I’m just trying to look presentable, she said. She took the jewelry box back from him, deftly found his cuff links and attached them to his cuffs. Then she plucked out the dangling emerald-and-onyx earrings she always wore to the theater. I’m going to be the oldest and dumpiest woman there.
“Dumpy?” Conrad protested. “You’re not dumpy, love.”
We’re not part of the smart set, though, are we? That was more or less true. They were not the type of people who usually attended the Ballets Russes, or the Suédois. The more avant-garde Erik’s collaborators became, the more ill at ease Mathilde had felt in th
e audience. The crowd kept getting younger and edgier as she and Conrad kept getting older. I look like a potato, whatever I wear.
“You do not.”
You couldn’t exchange the seats?
“They’re excellent seats.”
I know, but everyone will be able to see us. “Who’s the potato?” they’ll say. “And what does she think she’s doing, coming to a show like this?”
“I don’t think anyone will be able to see you,” Conrad said. “I’m not really seeing you, am I?”
But that was all right, wasn’t it? Erik wasn’t the only member of the family allowed to have an imagination. Louise wasn’t the only person allowed to grieve. It was his turn, wasn’t it? Except that he still had to go to work Monday morning and continue disappointing Paul, continue disappointing himself. Well, all the more reason to enjoy an evening at the theater with his wife. He helped Mathilde fasten the back of her green silk dress.
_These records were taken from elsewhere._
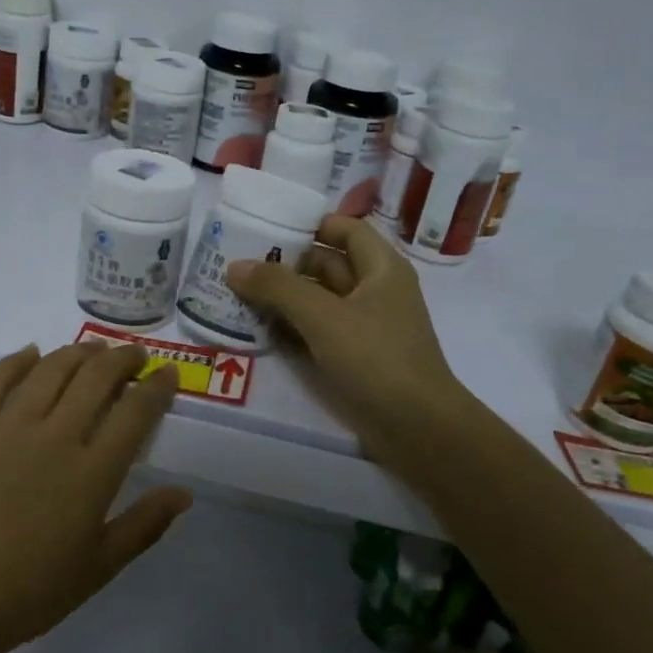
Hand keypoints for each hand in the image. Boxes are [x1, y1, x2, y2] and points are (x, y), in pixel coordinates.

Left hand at [0, 342, 190, 652]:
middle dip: (122, 359)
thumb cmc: (30, 592)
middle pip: (94, 379)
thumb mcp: (100, 567)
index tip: (167, 374)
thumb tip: (184, 493)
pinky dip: (15, 361)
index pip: (135, 412)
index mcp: (92, 473)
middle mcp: (54, 438)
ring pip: (48, 371)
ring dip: (76, 353)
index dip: (157, 387)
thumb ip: (145, 525)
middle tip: (133, 355)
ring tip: (92, 349)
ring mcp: (6, 429)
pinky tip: (30, 353)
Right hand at [227, 215, 468, 469]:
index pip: (345, 229)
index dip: (309, 224)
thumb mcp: (323, 316)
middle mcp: (375, 291)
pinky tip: (259, 330)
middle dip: (285, 264)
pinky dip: (292, 327)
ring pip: (319, 301)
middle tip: (238, 264)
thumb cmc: (376, 358)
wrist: (418, 428)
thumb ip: (277, 287)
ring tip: (237, 294)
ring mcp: (365, 327)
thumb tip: (235, 266)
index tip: (266, 228)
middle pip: (326, 265)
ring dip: (284, 298)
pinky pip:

Why are we going, when you aren’t even speaking with him?
“He’s still my brother. And I do actually like his music, you know.”
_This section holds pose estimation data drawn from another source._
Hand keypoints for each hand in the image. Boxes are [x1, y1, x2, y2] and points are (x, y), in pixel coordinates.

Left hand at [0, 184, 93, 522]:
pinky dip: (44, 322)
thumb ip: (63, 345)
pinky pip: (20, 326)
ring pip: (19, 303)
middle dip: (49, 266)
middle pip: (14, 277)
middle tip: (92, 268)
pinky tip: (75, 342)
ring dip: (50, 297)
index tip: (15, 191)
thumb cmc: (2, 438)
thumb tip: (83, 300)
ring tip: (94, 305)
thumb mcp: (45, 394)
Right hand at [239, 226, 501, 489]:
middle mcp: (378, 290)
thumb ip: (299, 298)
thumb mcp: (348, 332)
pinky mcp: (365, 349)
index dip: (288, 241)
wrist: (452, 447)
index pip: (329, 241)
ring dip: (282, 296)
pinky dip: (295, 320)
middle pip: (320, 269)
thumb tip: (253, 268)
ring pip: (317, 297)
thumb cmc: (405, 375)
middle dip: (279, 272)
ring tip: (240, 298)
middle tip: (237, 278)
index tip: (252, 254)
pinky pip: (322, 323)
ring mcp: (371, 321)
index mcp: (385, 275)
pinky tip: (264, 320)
What do you actually like? Every piece sounds different.
“That’s part of what I like.”
On the way to the theater, she vanished from him and he felt a pang. He handed the usher only one of his tickets and took his seat, front and center. The seats must have all sold eventually, because the empty spot beside him stood out like a missing tooth in the gleaming smile of the crowd. He felt conspicuous and closed his eyes, summoned Mathilde back to him.
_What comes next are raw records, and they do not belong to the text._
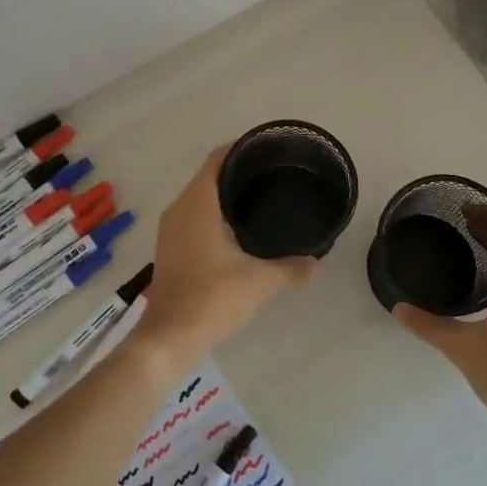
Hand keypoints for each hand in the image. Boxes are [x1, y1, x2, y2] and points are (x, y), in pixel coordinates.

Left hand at [136, 144, 318, 368]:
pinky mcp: (170, 248)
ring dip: (225, 194)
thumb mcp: (259, 281)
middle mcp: (179, 209)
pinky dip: (214, 214)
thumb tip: (316, 262)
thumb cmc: (212, 298)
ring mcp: (171, 230)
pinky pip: (193, 217)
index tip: (267, 148)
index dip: (240, 148)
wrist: (169, 337)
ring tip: (261, 197)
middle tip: (273, 173)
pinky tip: (238, 228)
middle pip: (209, 176)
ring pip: (199, 198)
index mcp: (197, 204)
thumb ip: (291, 268)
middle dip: (238, 171)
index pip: (217, 160)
“You look beautiful,” he whispered, eyes still closed, and beside him she huffed a gentle disagreement.
Have you seen Erik yet?
He scanned the audience, the wings of the stage, as much of the orchestra pit as he could glimpse, but didn’t see his brother. Then the houselights went down and a projector sparked to life, and there Erik was. The program mentioned two short films by René Clair, one at the beginning and one between the two halves of the ballet, but it didn’t mention that Erik made an appearance. He flickered on the screen, somehow both older and younger than Conrad remembered him; his beard was white but smartly trimmed, and his eyes were childishly gleeful behind small, old-fashioned spectacles. He stood on a rooftop, on opposite sides of a cannon with Francis Picabia, the painter. They leaped up and down, in and out of the frame, like demented little boys. Picabia was in shirtsleeves, his wide, short tie flapping as he jumped. Erik’s outfit—a high pointed collar, striped dark tie, vest, and jacket—was antique by comparison. He’d held on to the same staid ensemble so long that it had become another costume, even as he insisted it wasn’t. The two men took turns loading the cannon, which at the end of the film fired its shell directly into the camera and at the viewer.